Hace unos días, el mundo conoció dos eventos trágicos, de aquellos de los que se pensaría que nunca podrían ocurrir, y aún así, la realidad mantiene sorprendiéndonos: el referendo en Cataluña y la masacre en Las Vegas.
Dolió saber que en un solo día había habido centenares de heridos, que un país sufrió la explosión de una división que se venía cosechando desde hace años y que el nacionalismo exacerbado volviera a hacer de las suyas. Fue triste despertarse con 58 muertos y 515 heridos; pero, simultáneamente, el mundo no tenía por qué estar tan consternado.
Cuando miles de personas iniciaron sesión en Facebook y Twitter, o cuando buscaron noticias en Google, se enteraron de que el responsable del tiroteo en Las Vegas era un liberal anti-Trump al que le gustaba MoveOn.org, que el F.B.I ya había conectado al Estado Islámico con la masacre y que los medios de comunicación estaban ocultando que el asesino se había convertido al Islam. Por su parte, vieron que en Cataluña a una mujer le partieron cuatro dedos de la mano derecha, a un niño le reventaron el oído, a una mujer de edad le sangró la cabeza y un hombre fue golpeado con una bala de goma.
Todo esto fue información falsa y ampliamente divulgada en redes sociales y buscadores. Aun más, varias de estas imágenes fueron usadas por medios de comunicación colombianos de divulgación nacional para relatar la noticia. Con la confianza de la gozan estos medios, ¿quién no iba a creer que aquellos desmanes realmente habían ocurrido? Apreciado lector y periodista, temo (o mejor dicho, me alegro) decirle que no hubo manos, oídos o cabezas rotas.

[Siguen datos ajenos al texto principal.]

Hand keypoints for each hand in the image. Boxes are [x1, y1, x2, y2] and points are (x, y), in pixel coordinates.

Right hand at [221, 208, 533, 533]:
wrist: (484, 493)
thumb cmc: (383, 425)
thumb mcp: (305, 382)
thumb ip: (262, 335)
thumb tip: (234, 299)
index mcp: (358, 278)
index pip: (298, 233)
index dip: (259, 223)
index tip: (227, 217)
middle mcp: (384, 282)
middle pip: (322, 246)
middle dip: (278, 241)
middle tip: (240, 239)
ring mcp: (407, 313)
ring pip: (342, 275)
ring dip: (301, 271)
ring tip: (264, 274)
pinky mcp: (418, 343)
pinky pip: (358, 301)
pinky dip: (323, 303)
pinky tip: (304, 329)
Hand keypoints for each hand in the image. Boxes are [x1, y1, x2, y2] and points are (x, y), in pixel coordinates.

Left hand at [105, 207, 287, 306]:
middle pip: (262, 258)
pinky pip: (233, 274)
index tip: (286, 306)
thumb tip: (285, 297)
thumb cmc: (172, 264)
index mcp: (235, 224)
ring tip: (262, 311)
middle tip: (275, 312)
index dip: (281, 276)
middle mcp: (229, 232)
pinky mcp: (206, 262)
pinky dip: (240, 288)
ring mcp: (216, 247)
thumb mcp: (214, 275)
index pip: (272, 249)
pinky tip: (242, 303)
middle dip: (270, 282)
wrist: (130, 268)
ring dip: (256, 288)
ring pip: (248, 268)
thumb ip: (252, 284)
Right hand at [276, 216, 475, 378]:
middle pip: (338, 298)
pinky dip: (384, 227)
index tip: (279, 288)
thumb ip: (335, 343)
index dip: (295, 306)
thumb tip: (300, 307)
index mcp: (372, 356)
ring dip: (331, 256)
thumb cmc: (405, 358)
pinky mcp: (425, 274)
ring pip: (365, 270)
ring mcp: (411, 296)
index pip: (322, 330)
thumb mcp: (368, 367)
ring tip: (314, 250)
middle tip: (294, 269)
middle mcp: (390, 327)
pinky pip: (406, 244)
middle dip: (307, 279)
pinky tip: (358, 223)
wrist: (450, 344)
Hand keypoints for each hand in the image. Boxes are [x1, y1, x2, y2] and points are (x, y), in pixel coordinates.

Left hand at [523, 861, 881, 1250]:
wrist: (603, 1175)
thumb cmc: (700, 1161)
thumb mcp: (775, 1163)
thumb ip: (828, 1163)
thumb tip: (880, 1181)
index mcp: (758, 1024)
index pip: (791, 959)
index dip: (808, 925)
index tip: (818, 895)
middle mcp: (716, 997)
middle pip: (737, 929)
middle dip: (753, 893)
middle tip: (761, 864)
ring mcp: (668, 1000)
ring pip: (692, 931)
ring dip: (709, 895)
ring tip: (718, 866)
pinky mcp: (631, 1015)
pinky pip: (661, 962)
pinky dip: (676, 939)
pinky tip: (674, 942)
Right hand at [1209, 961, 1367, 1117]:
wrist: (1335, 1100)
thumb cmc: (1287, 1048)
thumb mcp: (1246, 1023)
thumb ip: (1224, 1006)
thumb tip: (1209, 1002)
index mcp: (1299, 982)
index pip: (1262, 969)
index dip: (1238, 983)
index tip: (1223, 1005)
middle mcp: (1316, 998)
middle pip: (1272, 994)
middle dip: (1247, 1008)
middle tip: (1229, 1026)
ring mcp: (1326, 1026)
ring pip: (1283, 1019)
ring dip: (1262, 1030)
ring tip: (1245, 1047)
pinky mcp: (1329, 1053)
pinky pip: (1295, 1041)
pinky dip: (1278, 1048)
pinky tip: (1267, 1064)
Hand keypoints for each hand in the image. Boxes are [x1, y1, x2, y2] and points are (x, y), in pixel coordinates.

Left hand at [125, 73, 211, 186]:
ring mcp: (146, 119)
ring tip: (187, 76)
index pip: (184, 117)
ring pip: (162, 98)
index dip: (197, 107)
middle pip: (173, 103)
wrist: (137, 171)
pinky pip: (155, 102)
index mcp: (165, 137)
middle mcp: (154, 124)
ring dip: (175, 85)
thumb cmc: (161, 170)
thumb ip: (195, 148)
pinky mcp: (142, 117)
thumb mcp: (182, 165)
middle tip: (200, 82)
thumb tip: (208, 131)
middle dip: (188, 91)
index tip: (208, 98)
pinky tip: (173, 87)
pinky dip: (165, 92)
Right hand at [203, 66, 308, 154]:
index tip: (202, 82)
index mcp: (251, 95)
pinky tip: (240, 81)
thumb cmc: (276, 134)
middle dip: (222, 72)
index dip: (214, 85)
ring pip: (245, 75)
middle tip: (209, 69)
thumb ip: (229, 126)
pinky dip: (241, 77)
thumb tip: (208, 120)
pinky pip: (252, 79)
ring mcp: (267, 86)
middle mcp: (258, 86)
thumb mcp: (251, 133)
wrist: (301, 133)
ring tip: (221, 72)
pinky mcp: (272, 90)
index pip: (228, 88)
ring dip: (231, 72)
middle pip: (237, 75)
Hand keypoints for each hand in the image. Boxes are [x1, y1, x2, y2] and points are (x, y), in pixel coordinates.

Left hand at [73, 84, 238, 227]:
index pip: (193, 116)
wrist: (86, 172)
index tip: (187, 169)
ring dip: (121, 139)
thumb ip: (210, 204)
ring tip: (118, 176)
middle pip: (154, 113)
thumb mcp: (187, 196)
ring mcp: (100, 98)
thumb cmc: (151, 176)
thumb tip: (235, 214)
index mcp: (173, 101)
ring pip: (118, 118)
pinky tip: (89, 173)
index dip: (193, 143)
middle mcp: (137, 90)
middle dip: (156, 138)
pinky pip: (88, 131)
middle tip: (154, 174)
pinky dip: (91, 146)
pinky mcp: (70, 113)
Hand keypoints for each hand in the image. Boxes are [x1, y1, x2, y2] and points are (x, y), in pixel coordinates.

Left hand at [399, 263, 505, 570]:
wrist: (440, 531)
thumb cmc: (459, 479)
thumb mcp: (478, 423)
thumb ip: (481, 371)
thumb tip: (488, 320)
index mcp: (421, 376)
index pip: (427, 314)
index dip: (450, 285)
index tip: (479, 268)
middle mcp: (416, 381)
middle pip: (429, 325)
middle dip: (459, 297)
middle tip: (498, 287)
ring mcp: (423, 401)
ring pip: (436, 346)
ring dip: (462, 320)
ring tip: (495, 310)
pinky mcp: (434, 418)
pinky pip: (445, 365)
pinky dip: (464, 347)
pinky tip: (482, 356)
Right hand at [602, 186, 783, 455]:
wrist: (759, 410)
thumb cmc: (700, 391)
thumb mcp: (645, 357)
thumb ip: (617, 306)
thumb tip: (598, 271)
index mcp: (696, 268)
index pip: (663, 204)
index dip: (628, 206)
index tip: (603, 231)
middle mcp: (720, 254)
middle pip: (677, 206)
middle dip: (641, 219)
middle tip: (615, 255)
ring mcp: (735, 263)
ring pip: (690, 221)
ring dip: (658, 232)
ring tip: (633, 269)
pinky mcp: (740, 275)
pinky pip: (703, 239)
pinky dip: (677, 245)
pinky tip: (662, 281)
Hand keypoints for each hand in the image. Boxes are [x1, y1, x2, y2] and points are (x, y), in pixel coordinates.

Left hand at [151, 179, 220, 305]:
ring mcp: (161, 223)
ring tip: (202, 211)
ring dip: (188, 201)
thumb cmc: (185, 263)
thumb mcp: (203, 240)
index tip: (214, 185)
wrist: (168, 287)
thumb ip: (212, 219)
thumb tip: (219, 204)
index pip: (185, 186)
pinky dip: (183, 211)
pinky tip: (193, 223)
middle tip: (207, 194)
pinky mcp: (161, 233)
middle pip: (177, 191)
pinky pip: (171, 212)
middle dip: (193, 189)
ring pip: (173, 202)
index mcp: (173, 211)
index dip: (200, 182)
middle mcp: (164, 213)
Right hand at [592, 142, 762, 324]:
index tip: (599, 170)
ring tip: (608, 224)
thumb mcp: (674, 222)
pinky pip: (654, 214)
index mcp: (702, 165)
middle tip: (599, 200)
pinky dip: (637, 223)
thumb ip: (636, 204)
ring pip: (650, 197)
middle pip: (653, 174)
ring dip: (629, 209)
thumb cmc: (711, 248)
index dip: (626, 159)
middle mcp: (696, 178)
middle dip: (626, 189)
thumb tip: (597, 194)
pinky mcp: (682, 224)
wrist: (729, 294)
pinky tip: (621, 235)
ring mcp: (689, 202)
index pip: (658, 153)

Más allá de si los medios de comunicación deben informarse mejor antes de difundir una noticia, en las sombras se deslizan quienes multiplican la información falsa: los proveedores de servicios de Internet. Respecto a la masacre en Las Vegas, Google y Facebook culparon a errores en los algoritmos de la publicación de noticias falsas y aseguraron que trabajarían para arreglarlos. Sin embargo, éste no es un problema unilateral, pues extremistas, conspiradores y propagandistas han tomado el hábito de difundir información conectándola con “palabras clave” y títulos que puedan surcar los algoritmos fácilmente. Y no es que Google o Facebook no puedan hacer nada al respecto, simplemente no lo desean. Que monitorear lo que miles de personas publican eleva demasiado los costos, que tomar acciones de vigilancia atentaría contra los derechos a la privacidad y la libertad de expresión, que sería una afrenta a la libertad de la que se pregona en Internet, y así, interponen excusas para no hacerse cargo de sus plataformas.
Estos proveedores ya llevan tiempo enfrentándose a información que atenta contra la verdad o que tienen fines propagandísticos, que también distorsionan de una u otra forma la realidad. Por ejemplo, Twitter tuvo que responder a los mensajes que el Estado Islámico difundió en la plataforma con propósitos terroristas, además, continuamente debe enfrentarse a denuncias de calumnia y amenaza por grupos intolerantes. Facebook le entregó a investigadores estadounidenses 3,000 anuncios pagados por el gobierno ruso durante la campaña presidencial norteamericana de 2016, y se comprometió a contratar más de 1,000 moderadores para revisar si tenían contenido impropio. Y Google ha sido criticado por su modelo económico de desinformación.
Con un gran poder viene una gran responsabilidad, pero estas plataformas no están dispuestas a asumirla; en consecuencia, una oleada de desinformación surca entre tweets, links y posts, como si de un virus se tratara. No obstante, también es cierto que, en los pocos momentos en que estas plataformas han querido tomar el control, se han visto inmiscuidos en temas de censura y limitaciones a la libertad de expresión. La búsqueda por la mejor solución no ha sido fácil, y tampoco lo ha sido responder a las preguntas “¿estas plataformas deberían ser responsables de lo que sus usuarios publican?, ¿en qué grado?”.
Mientras tanto, no queda más que no creer todo lo que lea y vea en Internet. Querido lector y periodista, no sufra y no se consterne, acuérdese que en un mundo virtual, la realidad se acerca cada vez más a la ficción.